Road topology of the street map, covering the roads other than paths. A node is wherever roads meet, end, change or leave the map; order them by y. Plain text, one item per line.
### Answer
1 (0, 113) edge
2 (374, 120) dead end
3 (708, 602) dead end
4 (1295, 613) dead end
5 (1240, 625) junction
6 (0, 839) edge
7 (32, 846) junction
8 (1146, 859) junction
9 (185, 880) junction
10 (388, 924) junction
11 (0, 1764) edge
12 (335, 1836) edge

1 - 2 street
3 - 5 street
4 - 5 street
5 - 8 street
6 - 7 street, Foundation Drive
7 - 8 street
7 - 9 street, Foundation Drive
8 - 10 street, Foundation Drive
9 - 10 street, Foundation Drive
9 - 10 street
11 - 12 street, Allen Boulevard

*-*-*

How to complete this task
Reproduce all of the data. Leave every line unchanged.

Written solution
Road topology of the street map, covering the roads other than paths. A node is wherever roads meet, end, change or leave the map; order them by y. Plain text, one item per line.
### Answer
1 (0, 113) edge
2 (374, 120) dead end
3 (708, 602) dead end
4 (1295, 613) dead end
5 (1240, 625) junction
6 (0, 839) edge
7 (32, 846) junction
8 (1146, 859) junction
9 (185, 880) junction
10 (388, 924) junction
11 (0, 1764) edge
12 (335, 1836) edge

1 - 2 street
3 - 5 street
4 - 5 street
5 - 8 street
6 - 7 street, Foundation Drive
7 - 8 street
7 - 9 street, Foundation Drive
8 - 10 street, Foundation Drive
9 - 10 street, Foundation Drive
9 - 10 street
11 - 12 street, Allen Boulevard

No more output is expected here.